Pay off the revolving debt
Besides your payment history, one of the most important factors in determining your credit score is your credit utilization rate. This ratio is calculated by determining the total amount of revolving credit you are using versus the total amount of revolving credit you have. Revolving credit includes your accounts such as credit cards, bank cards, and lines of credit. With high credit utilization rates, you can dramatically improve your credit score by paying off your revolving debt to a ratio of at least 30% or less.

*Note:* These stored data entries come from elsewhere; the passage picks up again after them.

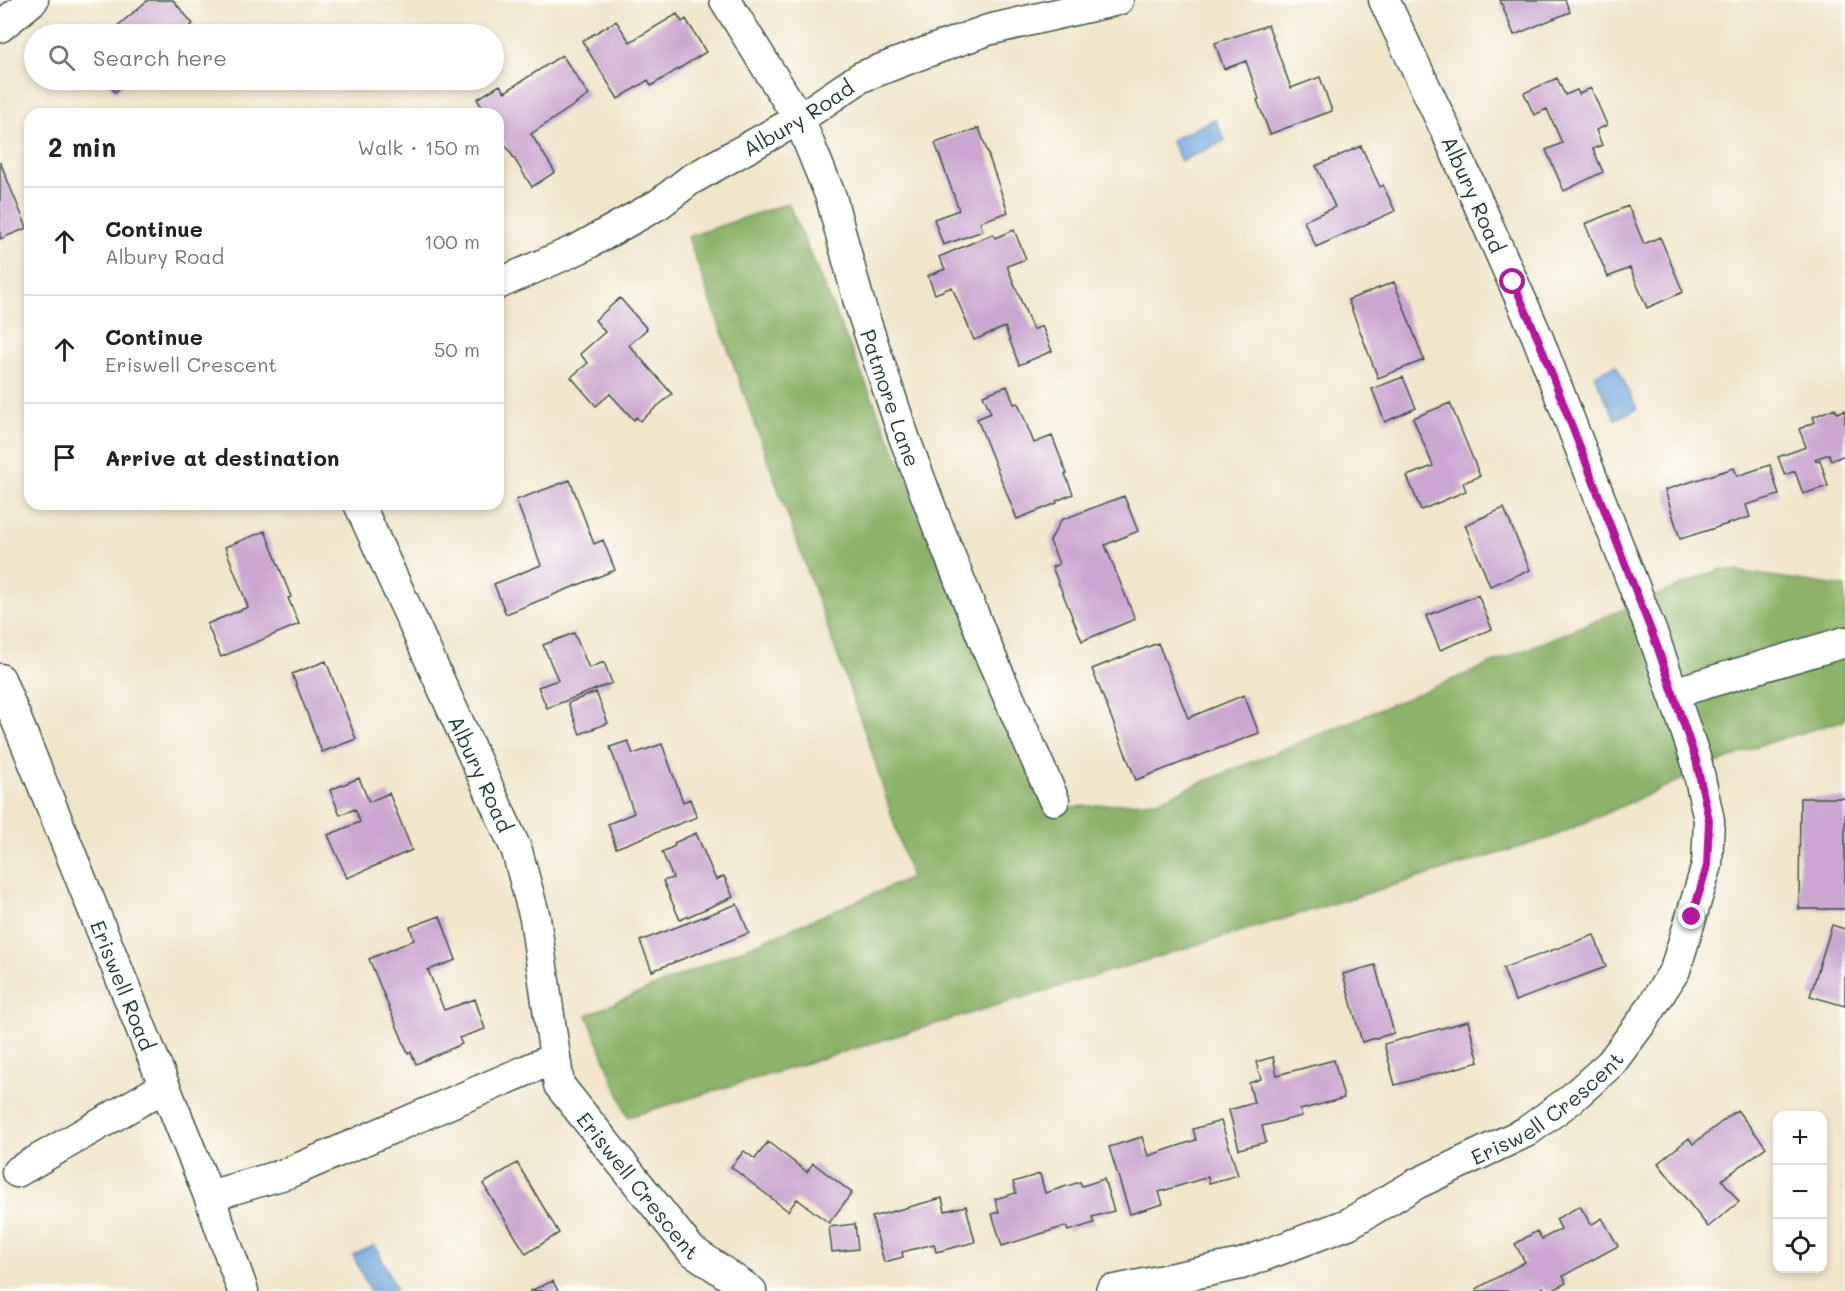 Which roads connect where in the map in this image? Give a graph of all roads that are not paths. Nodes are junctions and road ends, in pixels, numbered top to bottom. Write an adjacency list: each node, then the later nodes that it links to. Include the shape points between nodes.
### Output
1 (33, 0): 5 (street)
2 (725, 0): 6 (street, Patmore Lane)
3 (1118, 0): 6 (street, Albury Road, via 988,30 921,54 861,77)
4 (1384, 0): 11 (street, Albury Road, via 1537,336)
5 (0, 27)
6 (799, 118): 7 (street, Albury Road, via 580,248); 13 (street, Patmore Lane, via 831,197 859,302 904,438 987,648)
7 (504, 282)
8 (362, 510): 14 (street, Albury Road, via 517,851 535,918)
9 (1845, 642): 11 (street)
10 (0, 679): 12 (street, Eriswell Road)
11 (1673, 693): 20 (street, Eriswell Crescent, via 1696,760 1709,820 1707,866 1675,970 1611,1063 1526,1132 1416,1184 1348,1224 1241,1264)
12 (12, 748): 15 (street, Eriswell Road)
13 (1054, 800)
14 (555, 1058): 17 (street, via 288,1173); 19 (street, Eriswell Crescent, via 559,1085 691,1250)
15 (164, 1087): 16 (street); 17 (street, Eriswell Road)
16 (17, 1172)
17 (209, 1196): 18 (street, Eriswell Road)
18 (243, 1291)
19 (751, 1291)
20 (1111, 1291)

Dispute inaccurate information
Before applying for a car loan, it is a good idea to obtain a copy of a credit report from the three major bureaus. Take a look and examine each account to make sure it is reporting accurately. Any inaccuracies you find should be disputed with the credit bureaus. It is not uncommon for a person to have a negative account on their credit report that is not theirs. By disputing it with the credit bureaus, you may be able to get it removed, which will naturally improve your credit score.
Build your credit report
Improving your credit score will depend heavily on your specific credit profile. If you are just starting out and don’t have a lot of accounts on your credit report, you can benefit from opening new accounts. For example, if you don’t have a revolving account, you might want to consider opening a major credit card account. While it may have a slightly negative impact due to a thorough investigation of your credit report, having a new account can actually improve your score by increasing the amount of available credit you have in your credit mix. credit.
Pay overdue balances
If you have certain accounts that have overdue balances, it can negatively affect your credit score. By catching up with these overdue balances, you may be able to improve your credit score. Plus, they’ll want to see that you’ve paid off the balance before giving you a car loan.
Pay off new loan balances
If you have recently had a automatic refinancing with withdrawal, the amount you owe on the loan is likely to be very close to the original loan amount. Having loan balances that are relatively close to the original loan amount can have a negative impact on your credit score. When you pay off your loan balances, you can actually see that your credit score can improve.
According to Lantern by SoFi, “different lenders require different credit scores.” However, taking the time to improve your credit score before applying for an auto loan can increase your chances of getting approved with a great interest rate.